* _Assignment_
Whenever a line contains "name", include it in the count; reply with the number of such lines in the data and nothing else.

Stored items
# # #

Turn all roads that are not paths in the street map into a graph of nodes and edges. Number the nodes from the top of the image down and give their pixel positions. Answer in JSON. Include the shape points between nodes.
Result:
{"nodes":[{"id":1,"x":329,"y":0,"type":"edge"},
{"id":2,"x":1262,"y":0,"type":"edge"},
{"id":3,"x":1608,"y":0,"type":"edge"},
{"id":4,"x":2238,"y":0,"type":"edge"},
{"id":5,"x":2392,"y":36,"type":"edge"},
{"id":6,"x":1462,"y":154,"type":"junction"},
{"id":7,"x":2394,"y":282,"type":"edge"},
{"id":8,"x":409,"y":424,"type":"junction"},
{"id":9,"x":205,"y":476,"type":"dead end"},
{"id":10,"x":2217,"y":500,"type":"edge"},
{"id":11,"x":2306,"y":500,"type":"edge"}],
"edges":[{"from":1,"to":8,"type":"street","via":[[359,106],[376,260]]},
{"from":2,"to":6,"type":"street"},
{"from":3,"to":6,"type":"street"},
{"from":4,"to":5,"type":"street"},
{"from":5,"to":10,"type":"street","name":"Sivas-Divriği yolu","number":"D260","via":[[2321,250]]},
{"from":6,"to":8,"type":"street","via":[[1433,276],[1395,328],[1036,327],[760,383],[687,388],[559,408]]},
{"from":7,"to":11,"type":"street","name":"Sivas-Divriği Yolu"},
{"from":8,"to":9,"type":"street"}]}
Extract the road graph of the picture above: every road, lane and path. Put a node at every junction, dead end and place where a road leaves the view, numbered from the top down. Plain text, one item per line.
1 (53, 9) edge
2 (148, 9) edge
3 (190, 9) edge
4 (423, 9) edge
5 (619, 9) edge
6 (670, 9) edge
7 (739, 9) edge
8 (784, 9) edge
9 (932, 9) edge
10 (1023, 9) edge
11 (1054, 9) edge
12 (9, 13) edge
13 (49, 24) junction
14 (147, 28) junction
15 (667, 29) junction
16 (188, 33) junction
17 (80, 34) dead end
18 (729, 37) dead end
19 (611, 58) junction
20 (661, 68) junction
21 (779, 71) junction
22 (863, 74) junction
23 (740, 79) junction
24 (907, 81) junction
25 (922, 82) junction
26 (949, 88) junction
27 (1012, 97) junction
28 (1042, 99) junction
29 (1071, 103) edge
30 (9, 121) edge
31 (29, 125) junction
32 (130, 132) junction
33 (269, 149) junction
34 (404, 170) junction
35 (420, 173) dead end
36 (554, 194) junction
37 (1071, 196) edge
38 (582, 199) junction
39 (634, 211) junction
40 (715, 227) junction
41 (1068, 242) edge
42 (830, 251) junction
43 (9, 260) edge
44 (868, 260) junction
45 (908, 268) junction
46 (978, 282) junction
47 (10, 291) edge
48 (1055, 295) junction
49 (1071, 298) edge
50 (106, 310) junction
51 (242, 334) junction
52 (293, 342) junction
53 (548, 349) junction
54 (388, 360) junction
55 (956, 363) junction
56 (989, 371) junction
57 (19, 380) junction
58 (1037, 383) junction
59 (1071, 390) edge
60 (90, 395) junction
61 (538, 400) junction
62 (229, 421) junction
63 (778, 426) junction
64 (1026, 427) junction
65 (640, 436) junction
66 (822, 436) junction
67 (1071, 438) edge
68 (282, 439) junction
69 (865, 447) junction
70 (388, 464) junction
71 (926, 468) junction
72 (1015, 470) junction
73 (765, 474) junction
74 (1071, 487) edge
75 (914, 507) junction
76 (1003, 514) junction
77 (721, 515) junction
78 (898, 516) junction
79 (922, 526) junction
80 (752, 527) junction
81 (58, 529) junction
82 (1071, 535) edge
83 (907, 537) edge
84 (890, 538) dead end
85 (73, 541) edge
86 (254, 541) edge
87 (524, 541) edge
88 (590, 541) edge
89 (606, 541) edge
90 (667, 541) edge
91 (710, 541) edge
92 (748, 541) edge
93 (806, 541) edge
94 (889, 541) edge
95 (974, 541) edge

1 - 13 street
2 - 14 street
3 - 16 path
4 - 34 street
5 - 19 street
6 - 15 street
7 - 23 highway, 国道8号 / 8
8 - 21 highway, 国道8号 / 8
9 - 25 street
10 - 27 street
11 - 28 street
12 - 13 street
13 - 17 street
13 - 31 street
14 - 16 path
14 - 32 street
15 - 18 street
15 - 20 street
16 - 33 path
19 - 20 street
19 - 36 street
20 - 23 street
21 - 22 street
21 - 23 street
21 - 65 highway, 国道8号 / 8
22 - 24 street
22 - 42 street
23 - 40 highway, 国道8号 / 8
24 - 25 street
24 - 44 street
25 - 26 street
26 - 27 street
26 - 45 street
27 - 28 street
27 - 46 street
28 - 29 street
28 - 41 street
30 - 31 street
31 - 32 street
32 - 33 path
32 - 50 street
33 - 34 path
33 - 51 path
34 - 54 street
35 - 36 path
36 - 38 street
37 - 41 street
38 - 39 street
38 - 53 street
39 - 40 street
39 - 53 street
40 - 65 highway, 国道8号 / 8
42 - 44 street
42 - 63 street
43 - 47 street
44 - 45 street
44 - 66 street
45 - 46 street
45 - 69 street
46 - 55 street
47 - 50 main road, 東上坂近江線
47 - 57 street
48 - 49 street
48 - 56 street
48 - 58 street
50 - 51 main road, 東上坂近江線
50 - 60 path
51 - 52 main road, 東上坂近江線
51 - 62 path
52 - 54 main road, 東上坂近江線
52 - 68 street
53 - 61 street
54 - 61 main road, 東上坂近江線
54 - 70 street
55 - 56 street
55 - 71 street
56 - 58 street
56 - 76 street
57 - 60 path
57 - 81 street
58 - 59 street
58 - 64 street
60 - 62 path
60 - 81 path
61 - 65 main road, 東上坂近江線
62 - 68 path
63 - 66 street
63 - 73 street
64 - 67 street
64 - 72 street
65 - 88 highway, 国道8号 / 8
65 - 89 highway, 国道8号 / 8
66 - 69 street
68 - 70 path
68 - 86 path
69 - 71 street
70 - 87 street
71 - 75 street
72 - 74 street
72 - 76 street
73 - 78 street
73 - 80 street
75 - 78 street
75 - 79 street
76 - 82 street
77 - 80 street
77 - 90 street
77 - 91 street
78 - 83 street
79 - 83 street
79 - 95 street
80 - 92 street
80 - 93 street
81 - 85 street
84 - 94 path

# # #

* _Your response_
2